Dataset
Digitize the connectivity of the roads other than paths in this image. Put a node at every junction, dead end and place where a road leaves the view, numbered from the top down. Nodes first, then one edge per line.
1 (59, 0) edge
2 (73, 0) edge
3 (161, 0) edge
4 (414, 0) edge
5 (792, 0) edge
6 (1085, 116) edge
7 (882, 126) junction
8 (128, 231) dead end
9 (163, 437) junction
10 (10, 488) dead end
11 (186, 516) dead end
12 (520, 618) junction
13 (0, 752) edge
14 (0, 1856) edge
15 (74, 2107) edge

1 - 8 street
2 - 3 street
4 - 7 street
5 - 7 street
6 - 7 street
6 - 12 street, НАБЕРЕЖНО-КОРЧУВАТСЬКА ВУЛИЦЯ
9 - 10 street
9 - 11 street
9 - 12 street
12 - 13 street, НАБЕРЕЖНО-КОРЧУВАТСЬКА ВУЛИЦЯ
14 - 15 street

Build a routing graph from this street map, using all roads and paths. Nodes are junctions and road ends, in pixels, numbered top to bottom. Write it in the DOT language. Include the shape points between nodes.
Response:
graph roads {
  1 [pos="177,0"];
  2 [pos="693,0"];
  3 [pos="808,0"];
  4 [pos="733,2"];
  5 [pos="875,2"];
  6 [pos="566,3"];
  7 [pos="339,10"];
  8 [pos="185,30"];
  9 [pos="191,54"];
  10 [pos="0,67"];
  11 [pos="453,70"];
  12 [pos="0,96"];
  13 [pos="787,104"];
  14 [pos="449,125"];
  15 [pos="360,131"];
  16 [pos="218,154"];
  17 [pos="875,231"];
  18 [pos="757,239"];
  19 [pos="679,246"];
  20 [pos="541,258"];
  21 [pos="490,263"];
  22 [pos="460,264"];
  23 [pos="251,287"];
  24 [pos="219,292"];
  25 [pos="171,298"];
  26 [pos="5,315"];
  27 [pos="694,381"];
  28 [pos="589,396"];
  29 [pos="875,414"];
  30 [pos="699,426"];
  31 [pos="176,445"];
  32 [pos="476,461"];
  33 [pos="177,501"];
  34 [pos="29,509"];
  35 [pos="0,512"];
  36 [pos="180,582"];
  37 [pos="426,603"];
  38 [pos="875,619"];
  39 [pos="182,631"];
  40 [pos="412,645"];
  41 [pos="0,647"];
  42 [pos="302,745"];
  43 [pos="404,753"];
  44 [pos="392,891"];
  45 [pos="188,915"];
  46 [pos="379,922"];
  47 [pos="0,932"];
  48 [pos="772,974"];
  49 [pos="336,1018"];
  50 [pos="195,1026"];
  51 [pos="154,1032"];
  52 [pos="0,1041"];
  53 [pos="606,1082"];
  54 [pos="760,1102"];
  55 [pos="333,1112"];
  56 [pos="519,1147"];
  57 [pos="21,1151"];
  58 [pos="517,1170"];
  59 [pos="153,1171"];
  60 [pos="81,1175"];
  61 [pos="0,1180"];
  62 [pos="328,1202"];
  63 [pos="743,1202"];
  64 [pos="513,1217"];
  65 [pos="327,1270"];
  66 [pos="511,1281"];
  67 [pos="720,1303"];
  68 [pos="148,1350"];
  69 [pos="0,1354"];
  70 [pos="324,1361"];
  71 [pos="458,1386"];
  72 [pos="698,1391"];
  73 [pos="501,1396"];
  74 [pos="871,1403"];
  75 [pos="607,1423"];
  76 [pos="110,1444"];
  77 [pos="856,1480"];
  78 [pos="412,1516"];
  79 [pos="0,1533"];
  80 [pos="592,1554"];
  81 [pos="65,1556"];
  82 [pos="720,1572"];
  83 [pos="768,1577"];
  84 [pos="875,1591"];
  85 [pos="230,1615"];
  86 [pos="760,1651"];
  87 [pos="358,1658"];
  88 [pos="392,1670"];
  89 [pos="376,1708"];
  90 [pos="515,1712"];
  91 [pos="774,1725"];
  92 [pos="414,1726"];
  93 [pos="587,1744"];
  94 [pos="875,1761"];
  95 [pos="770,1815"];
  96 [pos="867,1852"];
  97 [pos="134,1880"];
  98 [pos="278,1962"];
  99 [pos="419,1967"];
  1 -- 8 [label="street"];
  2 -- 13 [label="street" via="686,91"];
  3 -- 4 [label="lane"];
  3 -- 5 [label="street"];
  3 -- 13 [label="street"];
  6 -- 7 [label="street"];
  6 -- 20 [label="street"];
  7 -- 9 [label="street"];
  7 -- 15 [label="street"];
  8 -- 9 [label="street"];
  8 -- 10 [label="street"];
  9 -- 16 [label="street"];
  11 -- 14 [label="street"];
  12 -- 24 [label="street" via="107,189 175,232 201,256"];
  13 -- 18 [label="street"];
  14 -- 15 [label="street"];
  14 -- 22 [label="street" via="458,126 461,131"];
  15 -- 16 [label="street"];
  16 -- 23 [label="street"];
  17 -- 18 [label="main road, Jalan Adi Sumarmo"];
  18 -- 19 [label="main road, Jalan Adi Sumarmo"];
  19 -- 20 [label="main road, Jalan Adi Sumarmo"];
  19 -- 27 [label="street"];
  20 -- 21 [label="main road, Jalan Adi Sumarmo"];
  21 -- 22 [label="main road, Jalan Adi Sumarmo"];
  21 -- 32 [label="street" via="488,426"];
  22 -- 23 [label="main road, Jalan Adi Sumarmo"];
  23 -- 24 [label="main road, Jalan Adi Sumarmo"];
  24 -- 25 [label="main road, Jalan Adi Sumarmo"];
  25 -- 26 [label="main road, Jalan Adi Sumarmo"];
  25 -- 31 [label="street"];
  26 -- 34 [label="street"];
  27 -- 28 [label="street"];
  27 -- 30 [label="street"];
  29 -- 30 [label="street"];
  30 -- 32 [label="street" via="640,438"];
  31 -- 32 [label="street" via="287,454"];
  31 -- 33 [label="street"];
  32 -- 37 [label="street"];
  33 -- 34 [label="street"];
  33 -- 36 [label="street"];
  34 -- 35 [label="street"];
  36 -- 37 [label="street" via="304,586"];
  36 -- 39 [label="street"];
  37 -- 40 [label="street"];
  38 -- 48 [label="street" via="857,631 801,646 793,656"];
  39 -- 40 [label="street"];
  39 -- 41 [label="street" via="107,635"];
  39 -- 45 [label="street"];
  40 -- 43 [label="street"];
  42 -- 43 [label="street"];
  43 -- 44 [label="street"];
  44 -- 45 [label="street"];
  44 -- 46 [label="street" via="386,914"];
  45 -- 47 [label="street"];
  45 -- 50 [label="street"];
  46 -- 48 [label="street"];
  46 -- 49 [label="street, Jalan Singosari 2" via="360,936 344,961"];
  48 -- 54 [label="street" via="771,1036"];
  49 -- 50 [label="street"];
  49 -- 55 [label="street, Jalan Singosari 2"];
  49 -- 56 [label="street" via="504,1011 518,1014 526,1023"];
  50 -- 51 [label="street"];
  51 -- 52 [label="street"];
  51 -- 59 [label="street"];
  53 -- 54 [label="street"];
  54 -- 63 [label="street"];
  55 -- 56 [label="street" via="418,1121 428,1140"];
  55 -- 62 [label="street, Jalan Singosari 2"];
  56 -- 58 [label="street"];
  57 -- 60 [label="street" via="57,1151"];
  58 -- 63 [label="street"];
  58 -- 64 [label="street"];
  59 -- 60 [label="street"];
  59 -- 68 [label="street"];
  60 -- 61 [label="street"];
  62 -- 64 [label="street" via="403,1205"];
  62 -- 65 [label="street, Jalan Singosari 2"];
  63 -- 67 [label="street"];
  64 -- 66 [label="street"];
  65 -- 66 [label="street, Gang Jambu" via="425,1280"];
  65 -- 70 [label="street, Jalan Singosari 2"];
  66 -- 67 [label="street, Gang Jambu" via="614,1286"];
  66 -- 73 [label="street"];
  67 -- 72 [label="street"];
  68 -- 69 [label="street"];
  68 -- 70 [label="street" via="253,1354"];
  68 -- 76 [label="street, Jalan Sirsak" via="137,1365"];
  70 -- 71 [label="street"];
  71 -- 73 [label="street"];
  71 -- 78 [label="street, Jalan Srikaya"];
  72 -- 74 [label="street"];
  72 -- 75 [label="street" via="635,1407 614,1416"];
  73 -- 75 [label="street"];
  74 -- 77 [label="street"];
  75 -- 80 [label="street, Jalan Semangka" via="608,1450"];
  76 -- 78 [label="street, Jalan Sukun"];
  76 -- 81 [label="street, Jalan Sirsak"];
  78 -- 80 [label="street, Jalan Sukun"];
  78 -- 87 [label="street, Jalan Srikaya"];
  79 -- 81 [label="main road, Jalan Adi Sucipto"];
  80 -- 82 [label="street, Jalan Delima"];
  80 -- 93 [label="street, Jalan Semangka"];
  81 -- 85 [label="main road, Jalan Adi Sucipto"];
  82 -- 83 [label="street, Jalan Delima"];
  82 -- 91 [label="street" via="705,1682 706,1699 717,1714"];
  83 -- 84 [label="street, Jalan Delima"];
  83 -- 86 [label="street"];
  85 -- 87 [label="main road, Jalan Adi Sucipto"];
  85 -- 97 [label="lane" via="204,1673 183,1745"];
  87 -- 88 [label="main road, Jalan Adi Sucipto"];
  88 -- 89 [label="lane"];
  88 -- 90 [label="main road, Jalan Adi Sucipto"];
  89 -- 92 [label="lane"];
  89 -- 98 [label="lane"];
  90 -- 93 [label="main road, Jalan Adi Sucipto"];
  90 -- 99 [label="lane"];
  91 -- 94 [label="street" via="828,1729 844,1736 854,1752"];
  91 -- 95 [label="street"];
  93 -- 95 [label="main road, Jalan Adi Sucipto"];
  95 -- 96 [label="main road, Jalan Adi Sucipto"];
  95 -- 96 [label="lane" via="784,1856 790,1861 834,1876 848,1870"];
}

Task directions
Where the line with "Build a routing" ends, your copy should end too; please return exactly the lines from the first line of the data through it.

Answer space
Digitize the connectivity of the roads other than paths in this image. Put a node at every junction, dead end and place where a road leaves the view, numbered from the top down. Nodes first, then one edge per line.
1 (59, 0) edge
2 (73, 0) edge
3 (161, 0) edge
4 (414, 0) edge
5 (792, 0) edge
6 (1085, 116) edge
7 (882, 126) junction
8 (128, 231) dead end
9 (163, 437) junction
10 (10, 488) dead end
11 (186, 516) dead end
12 (520, 618) junction
13 (0, 752) edge
14 (0, 1856) edge
15 (74, 2107) edge

1 - 8 street
2 - 3 street
4 - 7 street
5 - 7 street
6 - 7 street
6 - 12 street, НАБЕРЕЖНО-КОРЧУВАТСЬКА ВУЛИЦЯ
9 - 10 street
9 - 11 street
9 - 12 street
12 - 13 street, НАБЕРЕЖНО-КОРЧУВАТСЬКА ВУЛИЦЯ
14 - 15 street

Build a routing graph from this street map, using all roads and paths. Nodes are junctions and road ends, in pixels, numbered top to bottom. Write it in the DOT language. Include the shape points between nodes.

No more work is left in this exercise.